== Segment start ==

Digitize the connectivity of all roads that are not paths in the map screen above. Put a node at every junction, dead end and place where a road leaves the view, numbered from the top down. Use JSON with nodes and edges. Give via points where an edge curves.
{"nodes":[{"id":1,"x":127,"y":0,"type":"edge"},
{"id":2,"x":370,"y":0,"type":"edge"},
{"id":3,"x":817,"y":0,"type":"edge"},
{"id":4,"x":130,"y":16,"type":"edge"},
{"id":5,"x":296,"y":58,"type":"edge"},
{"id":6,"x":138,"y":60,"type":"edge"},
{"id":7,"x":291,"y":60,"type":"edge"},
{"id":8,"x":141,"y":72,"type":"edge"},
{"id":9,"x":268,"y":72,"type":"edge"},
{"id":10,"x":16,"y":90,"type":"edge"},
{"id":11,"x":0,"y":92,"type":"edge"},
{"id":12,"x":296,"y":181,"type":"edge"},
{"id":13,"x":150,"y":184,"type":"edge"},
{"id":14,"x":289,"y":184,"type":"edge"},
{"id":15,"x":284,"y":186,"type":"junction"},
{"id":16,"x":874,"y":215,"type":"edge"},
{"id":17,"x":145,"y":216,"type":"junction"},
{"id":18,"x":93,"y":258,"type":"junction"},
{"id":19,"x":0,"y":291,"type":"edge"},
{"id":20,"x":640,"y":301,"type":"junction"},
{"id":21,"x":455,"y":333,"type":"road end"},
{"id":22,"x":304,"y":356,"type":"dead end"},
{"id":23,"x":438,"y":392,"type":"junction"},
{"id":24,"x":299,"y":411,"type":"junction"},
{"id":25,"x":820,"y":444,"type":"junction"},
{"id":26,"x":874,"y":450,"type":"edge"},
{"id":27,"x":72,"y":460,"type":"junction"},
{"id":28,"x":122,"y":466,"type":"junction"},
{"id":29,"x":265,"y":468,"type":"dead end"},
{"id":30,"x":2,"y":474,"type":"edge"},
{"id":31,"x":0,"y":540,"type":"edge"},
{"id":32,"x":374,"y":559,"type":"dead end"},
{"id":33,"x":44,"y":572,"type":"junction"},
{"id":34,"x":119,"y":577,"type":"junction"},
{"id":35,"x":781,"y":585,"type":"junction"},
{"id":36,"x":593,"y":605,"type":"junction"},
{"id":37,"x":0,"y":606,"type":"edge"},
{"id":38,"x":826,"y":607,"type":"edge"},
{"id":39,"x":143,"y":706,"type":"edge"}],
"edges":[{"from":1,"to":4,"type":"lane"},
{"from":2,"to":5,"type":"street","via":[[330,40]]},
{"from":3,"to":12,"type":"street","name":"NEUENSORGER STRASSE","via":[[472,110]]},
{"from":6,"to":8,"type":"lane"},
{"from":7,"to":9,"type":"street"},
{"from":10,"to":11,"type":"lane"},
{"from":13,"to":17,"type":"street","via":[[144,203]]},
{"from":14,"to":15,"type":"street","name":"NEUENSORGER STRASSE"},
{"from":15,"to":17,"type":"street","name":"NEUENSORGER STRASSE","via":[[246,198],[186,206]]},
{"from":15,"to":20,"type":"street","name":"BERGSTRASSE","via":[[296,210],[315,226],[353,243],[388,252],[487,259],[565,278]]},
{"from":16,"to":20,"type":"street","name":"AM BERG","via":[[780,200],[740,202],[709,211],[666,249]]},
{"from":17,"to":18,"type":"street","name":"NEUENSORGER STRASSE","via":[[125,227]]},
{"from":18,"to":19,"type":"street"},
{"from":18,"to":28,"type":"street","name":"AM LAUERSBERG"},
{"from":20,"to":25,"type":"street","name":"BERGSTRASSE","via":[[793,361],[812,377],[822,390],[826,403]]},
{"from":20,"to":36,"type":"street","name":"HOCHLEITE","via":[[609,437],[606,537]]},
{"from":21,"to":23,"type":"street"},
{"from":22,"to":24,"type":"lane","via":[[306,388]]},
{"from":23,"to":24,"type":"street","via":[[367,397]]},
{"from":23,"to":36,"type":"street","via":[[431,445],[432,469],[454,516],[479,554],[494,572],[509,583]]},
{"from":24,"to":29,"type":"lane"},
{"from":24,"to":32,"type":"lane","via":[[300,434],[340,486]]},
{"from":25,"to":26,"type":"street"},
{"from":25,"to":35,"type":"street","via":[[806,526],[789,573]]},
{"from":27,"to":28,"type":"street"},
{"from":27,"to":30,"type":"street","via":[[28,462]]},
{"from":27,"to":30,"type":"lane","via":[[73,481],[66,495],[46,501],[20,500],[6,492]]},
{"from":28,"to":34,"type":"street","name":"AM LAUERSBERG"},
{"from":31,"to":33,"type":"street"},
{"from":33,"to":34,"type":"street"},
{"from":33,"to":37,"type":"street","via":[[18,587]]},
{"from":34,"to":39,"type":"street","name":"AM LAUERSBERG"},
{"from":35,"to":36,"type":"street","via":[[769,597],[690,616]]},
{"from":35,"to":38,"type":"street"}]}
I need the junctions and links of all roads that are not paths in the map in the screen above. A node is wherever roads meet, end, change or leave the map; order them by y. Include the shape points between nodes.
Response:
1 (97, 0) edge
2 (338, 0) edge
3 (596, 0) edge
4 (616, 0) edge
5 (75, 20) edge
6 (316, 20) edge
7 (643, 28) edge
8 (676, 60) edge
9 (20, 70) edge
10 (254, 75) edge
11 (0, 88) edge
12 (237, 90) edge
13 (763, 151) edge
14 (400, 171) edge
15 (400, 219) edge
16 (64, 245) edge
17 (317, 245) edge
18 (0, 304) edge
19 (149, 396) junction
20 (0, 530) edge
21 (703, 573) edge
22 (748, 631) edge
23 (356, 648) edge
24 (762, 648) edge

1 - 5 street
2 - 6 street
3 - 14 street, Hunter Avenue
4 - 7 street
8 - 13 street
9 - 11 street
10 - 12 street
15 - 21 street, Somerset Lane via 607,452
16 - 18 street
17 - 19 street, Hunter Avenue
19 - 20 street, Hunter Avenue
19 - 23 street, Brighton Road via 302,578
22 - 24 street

== Segment end ==
== Segment start ==

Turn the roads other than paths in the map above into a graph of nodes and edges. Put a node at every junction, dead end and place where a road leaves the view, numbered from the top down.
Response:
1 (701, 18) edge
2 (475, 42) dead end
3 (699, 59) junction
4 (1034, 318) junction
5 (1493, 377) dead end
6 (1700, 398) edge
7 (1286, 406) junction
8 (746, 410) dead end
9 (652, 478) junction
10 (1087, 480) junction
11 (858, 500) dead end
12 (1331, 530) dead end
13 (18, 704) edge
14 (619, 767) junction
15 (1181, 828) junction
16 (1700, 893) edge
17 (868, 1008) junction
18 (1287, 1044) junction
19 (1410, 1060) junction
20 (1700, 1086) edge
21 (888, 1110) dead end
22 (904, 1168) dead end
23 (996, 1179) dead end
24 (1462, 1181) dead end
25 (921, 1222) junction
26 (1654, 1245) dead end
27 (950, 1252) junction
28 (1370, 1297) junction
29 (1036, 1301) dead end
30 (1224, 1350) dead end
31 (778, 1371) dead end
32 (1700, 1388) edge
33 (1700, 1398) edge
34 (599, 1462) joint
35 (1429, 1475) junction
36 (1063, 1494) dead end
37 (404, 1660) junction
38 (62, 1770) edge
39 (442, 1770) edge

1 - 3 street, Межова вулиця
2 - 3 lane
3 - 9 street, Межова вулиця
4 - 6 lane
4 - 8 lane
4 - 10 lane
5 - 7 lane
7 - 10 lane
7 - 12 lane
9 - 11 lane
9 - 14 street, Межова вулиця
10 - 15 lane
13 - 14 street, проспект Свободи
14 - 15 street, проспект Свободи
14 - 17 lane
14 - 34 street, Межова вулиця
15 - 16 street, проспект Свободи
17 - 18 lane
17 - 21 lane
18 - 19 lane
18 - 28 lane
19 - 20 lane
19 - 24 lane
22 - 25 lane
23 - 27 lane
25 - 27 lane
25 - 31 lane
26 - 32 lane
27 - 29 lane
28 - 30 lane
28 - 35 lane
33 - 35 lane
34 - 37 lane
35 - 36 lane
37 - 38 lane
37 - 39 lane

== Segment end ==
== Segment start ==

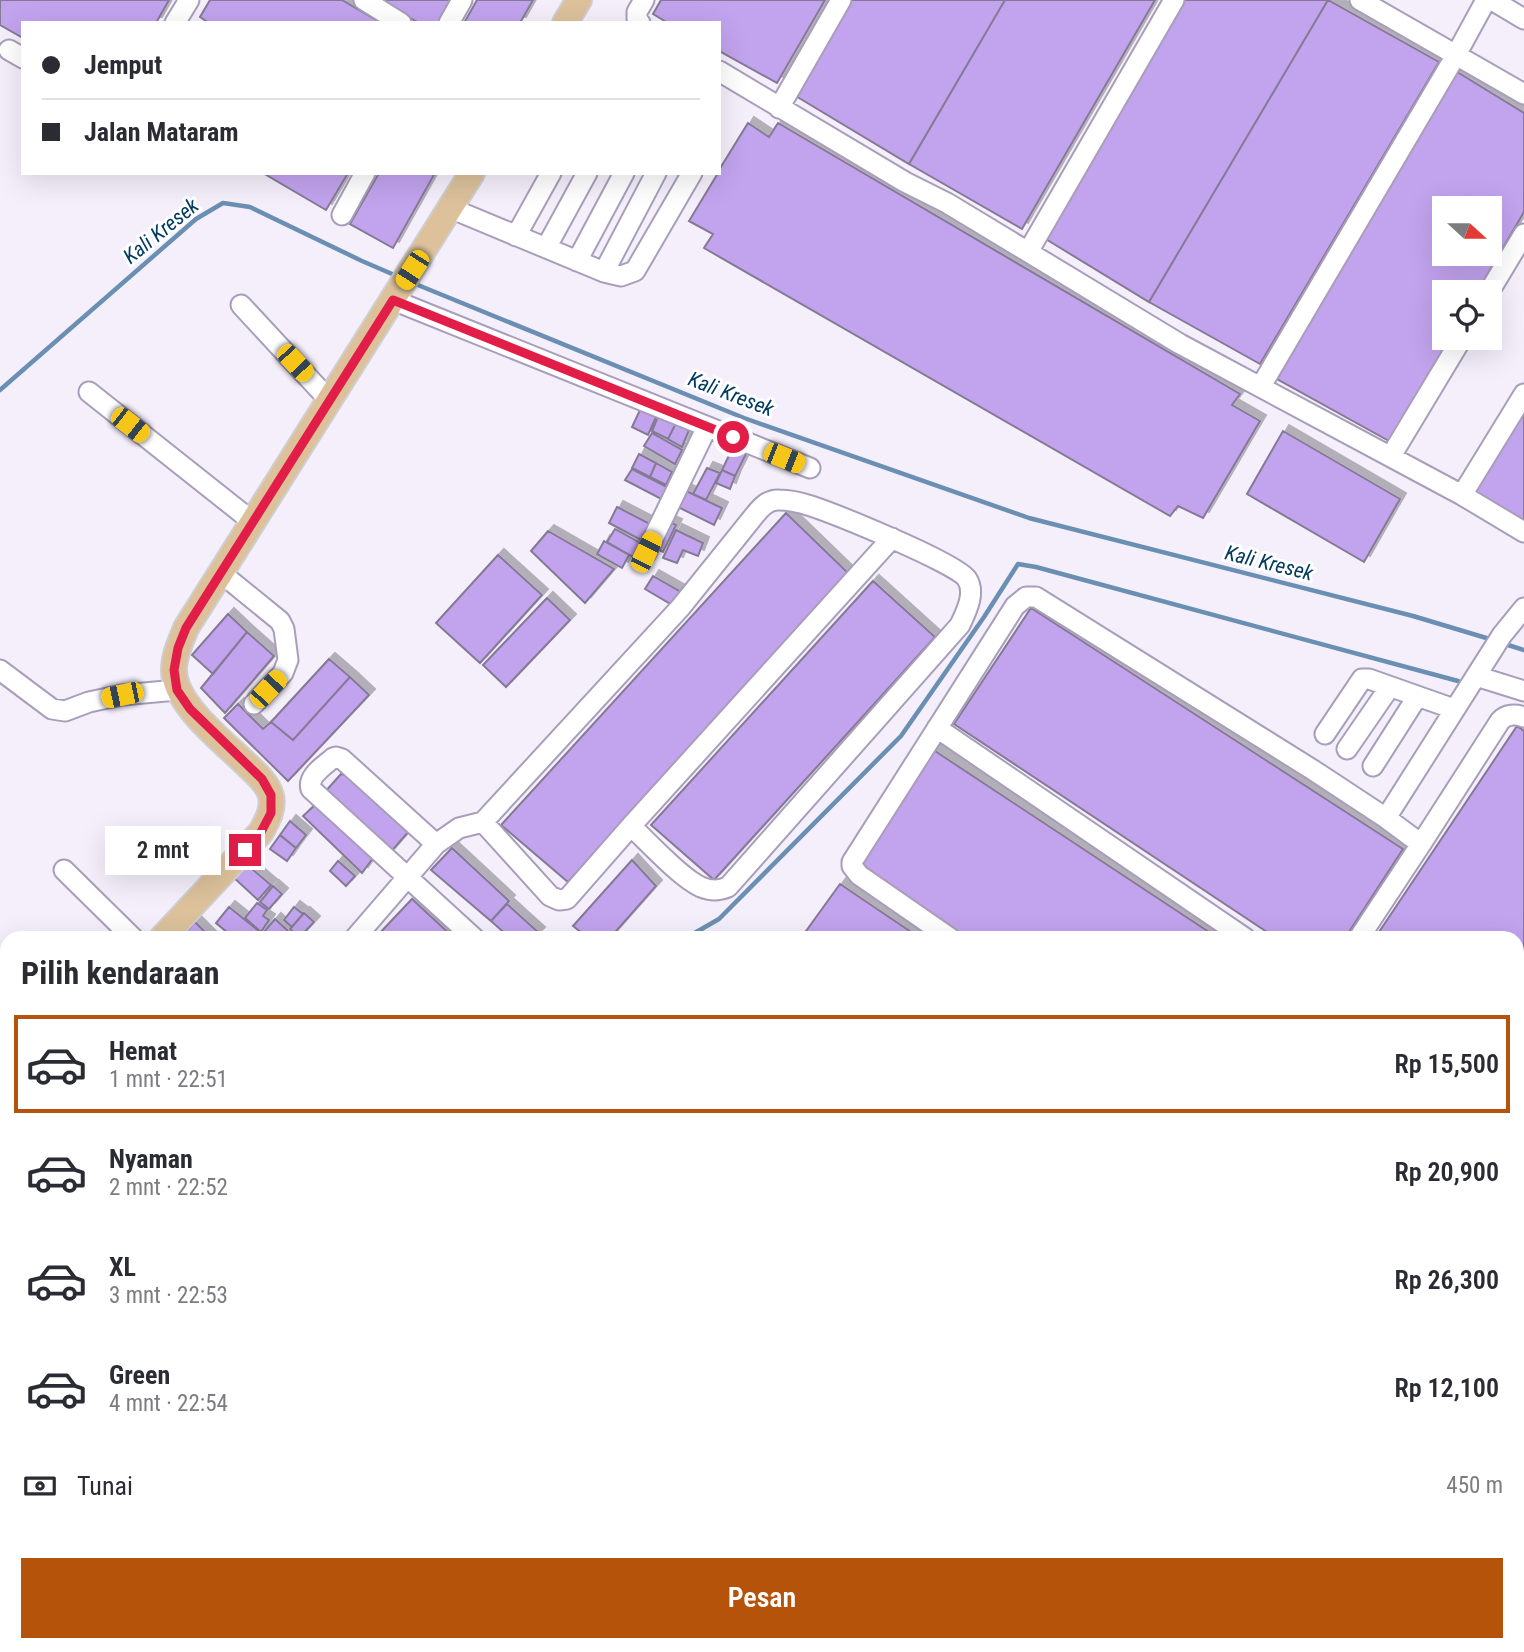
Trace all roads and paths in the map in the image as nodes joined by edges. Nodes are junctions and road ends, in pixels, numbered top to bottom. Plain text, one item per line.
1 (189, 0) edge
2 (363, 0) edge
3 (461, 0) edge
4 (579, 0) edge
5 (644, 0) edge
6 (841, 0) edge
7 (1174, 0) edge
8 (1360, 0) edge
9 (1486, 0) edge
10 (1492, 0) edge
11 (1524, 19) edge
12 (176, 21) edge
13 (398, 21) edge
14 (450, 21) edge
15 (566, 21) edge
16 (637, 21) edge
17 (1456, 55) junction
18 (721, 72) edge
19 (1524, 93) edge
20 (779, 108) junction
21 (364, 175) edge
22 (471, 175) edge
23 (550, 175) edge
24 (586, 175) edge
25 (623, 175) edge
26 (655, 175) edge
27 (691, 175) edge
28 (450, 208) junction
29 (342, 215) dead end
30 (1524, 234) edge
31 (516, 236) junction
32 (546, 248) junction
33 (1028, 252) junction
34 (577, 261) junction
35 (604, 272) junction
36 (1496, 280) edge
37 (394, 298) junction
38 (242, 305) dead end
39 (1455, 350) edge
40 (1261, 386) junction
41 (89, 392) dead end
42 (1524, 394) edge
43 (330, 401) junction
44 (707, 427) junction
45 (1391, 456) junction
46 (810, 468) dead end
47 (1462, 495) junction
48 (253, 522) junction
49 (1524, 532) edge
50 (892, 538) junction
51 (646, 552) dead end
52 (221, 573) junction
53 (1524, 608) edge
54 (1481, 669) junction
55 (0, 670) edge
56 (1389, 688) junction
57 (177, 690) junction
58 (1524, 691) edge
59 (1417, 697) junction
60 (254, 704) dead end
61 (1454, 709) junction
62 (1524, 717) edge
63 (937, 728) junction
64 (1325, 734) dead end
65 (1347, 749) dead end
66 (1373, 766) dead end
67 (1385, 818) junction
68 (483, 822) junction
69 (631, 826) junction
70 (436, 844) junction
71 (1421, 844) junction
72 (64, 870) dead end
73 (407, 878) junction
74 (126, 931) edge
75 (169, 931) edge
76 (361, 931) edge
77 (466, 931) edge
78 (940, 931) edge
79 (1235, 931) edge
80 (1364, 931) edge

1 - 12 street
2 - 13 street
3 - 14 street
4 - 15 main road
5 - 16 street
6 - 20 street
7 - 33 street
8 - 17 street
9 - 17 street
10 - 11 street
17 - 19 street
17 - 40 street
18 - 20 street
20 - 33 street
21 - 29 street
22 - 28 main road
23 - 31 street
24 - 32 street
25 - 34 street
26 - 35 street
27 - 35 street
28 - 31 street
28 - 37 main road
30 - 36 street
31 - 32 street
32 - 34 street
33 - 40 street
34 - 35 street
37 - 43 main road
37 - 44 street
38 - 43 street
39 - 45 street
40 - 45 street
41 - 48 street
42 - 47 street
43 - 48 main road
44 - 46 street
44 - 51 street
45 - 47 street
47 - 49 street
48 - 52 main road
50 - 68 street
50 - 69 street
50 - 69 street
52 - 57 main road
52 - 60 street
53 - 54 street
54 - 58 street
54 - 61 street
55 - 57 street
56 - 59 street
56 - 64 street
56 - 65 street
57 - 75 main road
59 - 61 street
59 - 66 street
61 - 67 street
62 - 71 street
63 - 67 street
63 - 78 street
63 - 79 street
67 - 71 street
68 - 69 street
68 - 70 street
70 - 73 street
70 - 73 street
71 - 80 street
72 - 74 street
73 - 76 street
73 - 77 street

== Segment end ==

> **THE TASK**
Copy every line above that includes the string "points".

> **RESULT BELOW**
Digitize the connectivity of all roads that are not paths in the map screen above. Put a node at every junction, dead end and place where a road leaves the view, numbered from the top down. Use JSON with nodes and edges. Give via points where an edge curves.
I need the junctions and links of all roads that are not paths in the map in the screen above. A node is wherever roads meet, end, change or leave the map; order them by y. Include the shape points between nodes.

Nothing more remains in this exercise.